Но если его самого вызовут на ссору, как он будет вести себя? На это я скажу, что у него никогда не будет ссоры, что он никогда не позволит завлечь себя в ссору. Но, наконец, скажут, кто же обеспечен от пощечины или обвинения во лжи со стороны грубияна, пьяного человека или дерзкого плута, который, чтобы иметь удовольствие убить человека, сначала опозоривает его? Это другое дело: не следует, чтобы честь или жизнь граждан была в зависимости от грубияна, пьяницы или дерзкого плута, а от подобной случайности так же нельзя уберечься, как от падения на голову черепицы. Полученная пощечина и нанесенное оскорбление ведут к таким последствиям гражданского характера, которых не может предвидеть никакая мудрость и вознаградить за которые не может никакой суд. Бессилие законов возвращает, следовательно, оскорбленному его независимость; он в этом случае единственный судья, единственный посредник между обидчиком и собою: он один является истолкователем и исполнителем естественного закона; он должен удовлетворить себя за обиду; он один может это сделать; нет на земле правительства настолько неразумного, чтобы оно стало наказывать его за это в подобном случае. Я не говорю, что он должен идти драться,— это было бы нелепостью; я говорю, что он должен удовлетворить себя за обиду и что он один имеет на это право. Если бы я был государем, то — ручаюсь — без всей этой массы тщетных указов против дуэлей я вывел бы в своем государстве всякие пощечины и оскорбления, и притом очень простым способом, без всякого вмешательства судов. Как бы то ни было, Эмиль знает, как в подобном случае расправиться за свою обиду и какой пример он должен подать для обеспечения безопасности честных людей. Самый твердый человек не в силах помешать другим оскорбить его, но от него зависит помешать обидчику долго хвастаться нанесенным оскорблением.

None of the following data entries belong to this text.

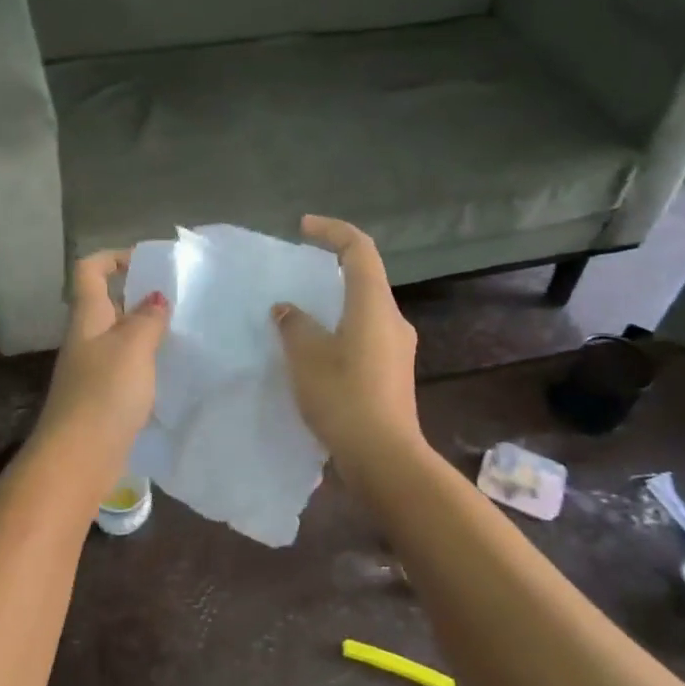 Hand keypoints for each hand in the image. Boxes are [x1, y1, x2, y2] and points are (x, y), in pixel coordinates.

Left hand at [33, 250, 170, 470]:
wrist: (79, 457)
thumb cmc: (104, 393)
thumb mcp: (133, 347)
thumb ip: (148, 319)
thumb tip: (156, 298)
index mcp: (88, 317)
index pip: (89, 270)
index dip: (113, 257)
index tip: (148, 263)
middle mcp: (86, 338)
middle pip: (108, 303)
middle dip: (140, 296)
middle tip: (179, 299)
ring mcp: (92, 370)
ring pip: (120, 337)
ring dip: (147, 331)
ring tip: (182, 332)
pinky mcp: (102, 398)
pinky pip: (126, 368)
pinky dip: (146, 363)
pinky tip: (170, 371)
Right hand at [272, 216, 421, 462]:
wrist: (384, 458)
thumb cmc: (344, 397)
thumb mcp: (306, 356)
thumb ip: (294, 324)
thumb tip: (287, 309)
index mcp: (374, 305)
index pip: (359, 248)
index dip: (332, 230)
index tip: (303, 227)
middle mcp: (392, 319)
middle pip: (364, 278)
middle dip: (330, 270)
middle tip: (296, 278)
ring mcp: (397, 348)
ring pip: (363, 311)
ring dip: (333, 306)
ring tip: (299, 319)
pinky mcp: (393, 373)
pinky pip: (364, 336)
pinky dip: (339, 331)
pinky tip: (315, 354) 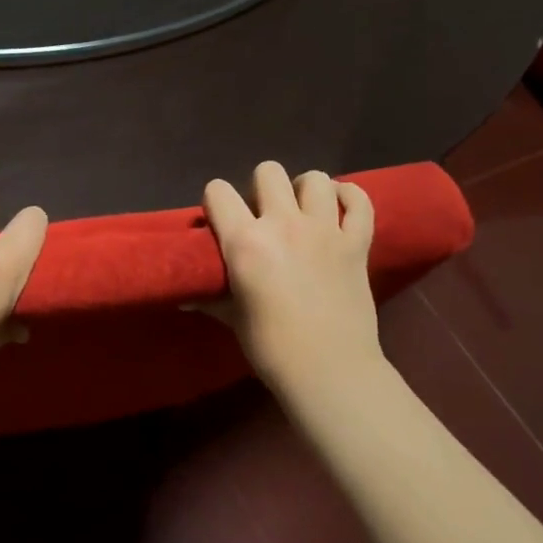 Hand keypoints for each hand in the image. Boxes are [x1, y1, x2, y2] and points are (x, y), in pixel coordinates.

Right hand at [202, 162, 384, 390]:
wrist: (330, 371)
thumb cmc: (271, 347)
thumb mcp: (231, 317)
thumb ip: (208, 296)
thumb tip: (182, 296)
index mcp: (245, 241)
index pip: (218, 191)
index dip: (216, 202)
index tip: (220, 220)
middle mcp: (283, 224)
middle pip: (268, 171)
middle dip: (260, 188)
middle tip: (263, 216)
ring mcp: (325, 230)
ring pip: (316, 179)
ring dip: (305, 190)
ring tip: (301, 211)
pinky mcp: (357, 243)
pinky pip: (360, 202)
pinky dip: (350, 198)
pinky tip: (339, 208)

Я не перестаю повторять: облекайте все ваши уроки молодым людям в форму поступков, а не речей; пусть они не учат по книгам того, чему может научить их опыт. Какая нелепая задача — упражнять их в искусстве говорить без всякого намерения что-либо сказать; давать чувствовать энергию языка страстей и всю силу искусства убеждать — на школьной скамье, когда у них нет никакого интереса кого-нибудь и в чем-нибудь убеждать! Все правила риторики кажутся лишь пустою болтовней тому, кто не знает, как применить их в свою пользу. Для чего знать ученику, каким способом Ганнибал склонял солдат к переходу через Альпы? Если бы вместо этих великолепных речей вы показали ему, как он должен приняться за дело, чтоб убедить своего надзирателя дать ему отпуск, будьте уверены, что он внимательнее отнесся бы к вашим правилам.

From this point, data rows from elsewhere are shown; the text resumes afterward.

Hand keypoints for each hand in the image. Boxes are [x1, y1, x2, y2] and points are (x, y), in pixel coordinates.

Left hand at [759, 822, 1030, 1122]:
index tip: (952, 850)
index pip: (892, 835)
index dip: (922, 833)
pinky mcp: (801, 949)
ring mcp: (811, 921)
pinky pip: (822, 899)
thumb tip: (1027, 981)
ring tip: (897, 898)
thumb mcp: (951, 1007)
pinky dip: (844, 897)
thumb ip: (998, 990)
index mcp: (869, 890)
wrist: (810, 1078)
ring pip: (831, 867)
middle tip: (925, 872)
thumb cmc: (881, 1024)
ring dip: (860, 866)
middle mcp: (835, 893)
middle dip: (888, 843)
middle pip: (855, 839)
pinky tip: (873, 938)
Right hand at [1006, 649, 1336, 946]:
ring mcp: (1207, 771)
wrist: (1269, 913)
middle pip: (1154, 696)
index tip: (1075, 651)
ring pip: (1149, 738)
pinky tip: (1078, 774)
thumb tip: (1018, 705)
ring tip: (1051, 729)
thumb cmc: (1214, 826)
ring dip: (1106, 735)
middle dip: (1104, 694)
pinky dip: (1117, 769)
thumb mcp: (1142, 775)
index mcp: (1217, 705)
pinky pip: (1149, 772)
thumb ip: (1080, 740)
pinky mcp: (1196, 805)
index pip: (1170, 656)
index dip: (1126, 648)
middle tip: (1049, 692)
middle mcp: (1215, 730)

Если б я захотел преподавать риторику молодому человеку, у которого все страсти уже развились, то я представлял бы ему беспрестанно предметы, способные польстить его страстям, и исследовал бы вместе с ним, каким языком он должен говорить с другими людьми, если хочет принудить их благоприятствовать его желаниям. Но Эмиль мой находится в положении не столь выгодном для ораторского искусства; ограничиваясь почти одними физическими потребностями, он менее нуждается в других, чем другие в нем; а так как ему нечего просить у них для себя самого, то вещь, в которой он хочет убедить, не настолько его трогает, чтоб он стал чрезмерно волноваться. Отсюда следует, что речь его будет вообще проста и бедна образами. Слова он употребляет обыкновенно в собственном смысле и только для того, чтобы его попяли. Он мало говорит сентенциями, потому что не научился обобщать своих идей; у него мало образов, потому что он редко бывает страстен.

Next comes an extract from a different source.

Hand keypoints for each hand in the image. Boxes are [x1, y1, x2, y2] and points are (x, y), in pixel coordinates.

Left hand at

Это не значит, однако, чтобы он был совершенно флегматичным и равнодушным; этого не допускают ни лета его, ни нравы, ни вкусы; в годы пылкой юности живительные соки, задерживаемые и перегоняемые в крови, придают его молодому сердцу жар, который блестит в его взорах, чувствуется в речах, замечается в поступках. Речь его получила выразительность, а порой в ней слышится и пылкость. Благородное чувство, ее внушающее, придает ей силу и возвышенность; проникнутый нежною любовью к человечеству, он в словах передает движение души своей; в смелой его откровенности заключается нечто более пленительное, чем в искусственном красноречии других, или, лучше сказать, один он истинно красноречив, потому что ему стоит лишь показать, что он чувствует,— и он уже сообщает свои чувства слушателям.
Чем больше я думаю, тем больше убеждаюсь, что если практиковаться подобным образом в добрых делах, извлекать из удач или неудач размышления о причине их, то мало окажется полезных познаний, которых нельзя было бы принять в уме молодого человека, и что вдобавок ко всем истинным знаниям, которые можно приобрести в школах, он приобретет, кроме того, еще более важное знание, именно умение применять приобретенное к потребностям жизни. Невозможно, чтобы, принимая столько участия в ближних, он с ранних пор не научился взвешивать и оценивать их действия, вкусы, удовольствия и вообще давать тому, что может содействовать или вредить людскому счастью, оценку более правильную, чем это могли бы сделать те, которые, ни в ком не принимая участия, ничего никогда не делали для другого. Кто всегда занят только собственными делами, тот становится слишком пристрастным и не может здраво судить о вещах. Относя все к себе одному и собственною выгодой регулируя свои понятия о добре и зле, он наполняет ум свой тысячью смешных предрассудков и во всем, что приносит малейший вред его интересам, тотчас видит гибель всей Вселенной.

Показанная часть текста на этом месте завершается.